>>>>

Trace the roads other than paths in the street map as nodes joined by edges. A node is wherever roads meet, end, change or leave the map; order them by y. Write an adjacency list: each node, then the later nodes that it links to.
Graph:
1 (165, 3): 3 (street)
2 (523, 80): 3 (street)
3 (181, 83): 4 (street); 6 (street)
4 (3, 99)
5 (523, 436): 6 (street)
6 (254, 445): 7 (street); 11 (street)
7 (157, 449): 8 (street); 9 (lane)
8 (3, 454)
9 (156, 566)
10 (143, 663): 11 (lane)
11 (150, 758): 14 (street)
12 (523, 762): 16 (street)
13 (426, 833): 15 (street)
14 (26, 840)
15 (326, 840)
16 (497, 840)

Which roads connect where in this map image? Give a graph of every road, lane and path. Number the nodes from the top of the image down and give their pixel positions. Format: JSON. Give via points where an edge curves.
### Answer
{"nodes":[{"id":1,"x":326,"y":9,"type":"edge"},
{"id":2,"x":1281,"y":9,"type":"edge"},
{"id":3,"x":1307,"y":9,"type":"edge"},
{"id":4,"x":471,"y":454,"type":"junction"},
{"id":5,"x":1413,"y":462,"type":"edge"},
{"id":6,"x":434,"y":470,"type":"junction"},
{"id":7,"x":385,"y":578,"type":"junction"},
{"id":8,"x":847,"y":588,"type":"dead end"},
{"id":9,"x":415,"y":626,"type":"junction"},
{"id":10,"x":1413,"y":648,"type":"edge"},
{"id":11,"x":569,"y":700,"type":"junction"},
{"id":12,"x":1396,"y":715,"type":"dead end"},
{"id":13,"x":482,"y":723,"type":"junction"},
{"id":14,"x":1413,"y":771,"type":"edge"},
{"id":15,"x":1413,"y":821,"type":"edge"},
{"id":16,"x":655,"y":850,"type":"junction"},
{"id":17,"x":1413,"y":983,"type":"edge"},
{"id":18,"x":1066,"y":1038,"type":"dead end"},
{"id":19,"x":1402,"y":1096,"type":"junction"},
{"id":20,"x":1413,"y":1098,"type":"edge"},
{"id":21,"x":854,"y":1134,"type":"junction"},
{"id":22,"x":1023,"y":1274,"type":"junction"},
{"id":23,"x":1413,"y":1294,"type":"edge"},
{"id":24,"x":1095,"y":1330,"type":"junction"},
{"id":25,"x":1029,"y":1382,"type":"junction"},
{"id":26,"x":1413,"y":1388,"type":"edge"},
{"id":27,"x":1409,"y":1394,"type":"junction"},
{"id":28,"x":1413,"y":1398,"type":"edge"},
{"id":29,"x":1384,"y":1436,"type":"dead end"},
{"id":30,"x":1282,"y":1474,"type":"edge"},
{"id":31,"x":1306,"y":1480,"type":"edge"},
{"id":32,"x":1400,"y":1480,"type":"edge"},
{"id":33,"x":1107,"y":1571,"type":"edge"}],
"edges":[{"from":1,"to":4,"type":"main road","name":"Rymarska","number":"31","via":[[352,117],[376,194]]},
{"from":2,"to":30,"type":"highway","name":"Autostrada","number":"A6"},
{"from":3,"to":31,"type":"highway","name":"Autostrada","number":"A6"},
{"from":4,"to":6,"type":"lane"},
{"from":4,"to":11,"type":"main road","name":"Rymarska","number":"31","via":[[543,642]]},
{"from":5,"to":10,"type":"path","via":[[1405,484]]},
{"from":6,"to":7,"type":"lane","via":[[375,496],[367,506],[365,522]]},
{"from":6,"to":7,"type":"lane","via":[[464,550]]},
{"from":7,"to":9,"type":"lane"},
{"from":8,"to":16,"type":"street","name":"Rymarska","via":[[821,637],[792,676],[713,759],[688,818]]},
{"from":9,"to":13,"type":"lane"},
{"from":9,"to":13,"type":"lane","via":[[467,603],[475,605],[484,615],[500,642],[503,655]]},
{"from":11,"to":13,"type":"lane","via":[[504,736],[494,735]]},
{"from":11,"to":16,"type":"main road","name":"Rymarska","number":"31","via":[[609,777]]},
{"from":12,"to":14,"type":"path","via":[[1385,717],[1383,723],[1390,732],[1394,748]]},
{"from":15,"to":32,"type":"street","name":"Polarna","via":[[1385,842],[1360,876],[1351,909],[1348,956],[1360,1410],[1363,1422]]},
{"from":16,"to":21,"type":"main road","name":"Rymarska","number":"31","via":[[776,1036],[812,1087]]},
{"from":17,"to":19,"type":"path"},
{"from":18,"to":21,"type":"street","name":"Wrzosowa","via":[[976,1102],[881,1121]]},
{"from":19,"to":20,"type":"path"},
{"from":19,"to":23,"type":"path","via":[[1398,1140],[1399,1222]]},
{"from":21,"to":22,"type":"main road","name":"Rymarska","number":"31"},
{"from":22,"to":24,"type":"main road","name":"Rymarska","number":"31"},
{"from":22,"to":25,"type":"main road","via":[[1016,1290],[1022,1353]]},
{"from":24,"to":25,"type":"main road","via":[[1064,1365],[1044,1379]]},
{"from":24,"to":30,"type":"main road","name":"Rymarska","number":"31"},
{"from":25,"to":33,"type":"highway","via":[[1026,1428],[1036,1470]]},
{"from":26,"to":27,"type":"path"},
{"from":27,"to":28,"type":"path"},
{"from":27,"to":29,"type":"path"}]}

<<<<
>>>>

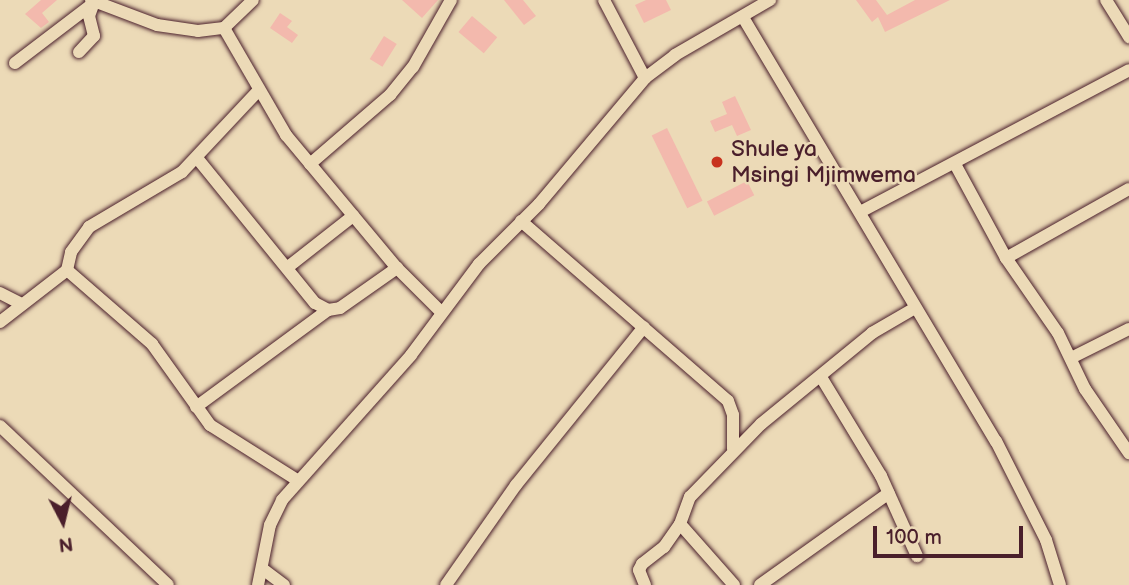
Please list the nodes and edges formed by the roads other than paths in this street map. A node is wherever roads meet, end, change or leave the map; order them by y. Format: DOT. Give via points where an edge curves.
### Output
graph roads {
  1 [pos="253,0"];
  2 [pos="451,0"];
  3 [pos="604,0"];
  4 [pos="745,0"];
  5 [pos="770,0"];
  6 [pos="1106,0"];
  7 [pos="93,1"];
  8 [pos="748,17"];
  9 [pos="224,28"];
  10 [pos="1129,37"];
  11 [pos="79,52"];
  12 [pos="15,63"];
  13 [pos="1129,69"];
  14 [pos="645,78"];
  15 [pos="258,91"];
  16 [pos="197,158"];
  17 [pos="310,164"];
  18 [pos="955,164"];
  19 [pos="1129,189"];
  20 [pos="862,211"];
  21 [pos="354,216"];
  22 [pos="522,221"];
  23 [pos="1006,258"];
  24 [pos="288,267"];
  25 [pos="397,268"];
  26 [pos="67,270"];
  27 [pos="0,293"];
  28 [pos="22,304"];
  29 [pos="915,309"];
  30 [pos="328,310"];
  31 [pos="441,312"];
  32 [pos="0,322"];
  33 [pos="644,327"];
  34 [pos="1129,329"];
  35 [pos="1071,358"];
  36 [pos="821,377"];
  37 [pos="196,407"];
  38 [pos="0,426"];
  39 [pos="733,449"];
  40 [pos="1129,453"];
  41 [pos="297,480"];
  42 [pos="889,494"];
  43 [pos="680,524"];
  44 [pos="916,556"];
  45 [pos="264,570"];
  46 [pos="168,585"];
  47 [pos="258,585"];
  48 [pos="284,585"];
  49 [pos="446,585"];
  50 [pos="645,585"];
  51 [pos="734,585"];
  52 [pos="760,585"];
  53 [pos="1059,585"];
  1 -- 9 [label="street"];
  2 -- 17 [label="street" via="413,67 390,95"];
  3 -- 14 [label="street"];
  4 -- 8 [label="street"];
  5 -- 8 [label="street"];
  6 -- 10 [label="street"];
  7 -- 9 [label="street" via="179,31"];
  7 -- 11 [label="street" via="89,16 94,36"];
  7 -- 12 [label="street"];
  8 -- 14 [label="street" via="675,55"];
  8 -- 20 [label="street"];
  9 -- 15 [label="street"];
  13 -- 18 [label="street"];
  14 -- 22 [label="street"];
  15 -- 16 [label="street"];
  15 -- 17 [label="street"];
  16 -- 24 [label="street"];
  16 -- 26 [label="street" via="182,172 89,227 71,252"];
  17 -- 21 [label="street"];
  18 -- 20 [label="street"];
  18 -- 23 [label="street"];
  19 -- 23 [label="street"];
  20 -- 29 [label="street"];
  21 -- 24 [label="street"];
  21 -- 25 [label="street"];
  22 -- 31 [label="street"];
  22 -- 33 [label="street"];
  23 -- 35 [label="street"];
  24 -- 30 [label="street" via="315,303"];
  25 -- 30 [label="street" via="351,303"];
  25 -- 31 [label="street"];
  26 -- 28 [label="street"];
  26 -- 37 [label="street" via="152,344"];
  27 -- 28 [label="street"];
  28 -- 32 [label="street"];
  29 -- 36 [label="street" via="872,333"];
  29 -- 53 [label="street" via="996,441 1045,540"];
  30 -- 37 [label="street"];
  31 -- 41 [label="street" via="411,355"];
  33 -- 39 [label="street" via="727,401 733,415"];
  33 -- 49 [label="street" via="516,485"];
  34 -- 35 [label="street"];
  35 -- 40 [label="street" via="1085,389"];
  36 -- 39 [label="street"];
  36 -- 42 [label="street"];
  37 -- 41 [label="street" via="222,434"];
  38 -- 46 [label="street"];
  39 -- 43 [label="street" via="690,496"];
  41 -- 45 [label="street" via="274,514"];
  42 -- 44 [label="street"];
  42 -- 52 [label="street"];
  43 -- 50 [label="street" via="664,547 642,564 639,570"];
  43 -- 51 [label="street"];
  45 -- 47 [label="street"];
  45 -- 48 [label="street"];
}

<<<<

*WORK ITEM*: Could you repeat exactly the lines above from the line with "Trace the roads" up to and including the line with "Which roads connect", and only those?

*TASK RESULT*:
Trace the roads other than paths in the street map as nodes joined by edges. A node is wherever roads meet, end, change or leave the map; order them by y. Write an adjacency list: each node, then the later nodes that it links to.
Graph:
1 (165, 3): 3 (street)
2 (523, 80): 3 (street)
3 (181, 83): 4 (street); 6 (street)
4 (3, 99)
5 (523, 436): 6 (street)
6 (254, 445): 7 (street); 11 (street)
7 (157, 449): 8 (street); 9 (lane)
8 (3, 454)
9 (156, 566)
10 (143, 663): 11 (lane)
11 (150, 758): 14 (street)
12 (523, 762): 16 (street)
13 (426, 833): 15 (street)
14 (26, 840)
15 (326, 840)
16 (497, 840)

Which roads connect where in this map image? Give a graph of every road, lane and path. Number the nodes from the top of the image down and give their pixel positions. Format: JSON. Give via points where an edge curves.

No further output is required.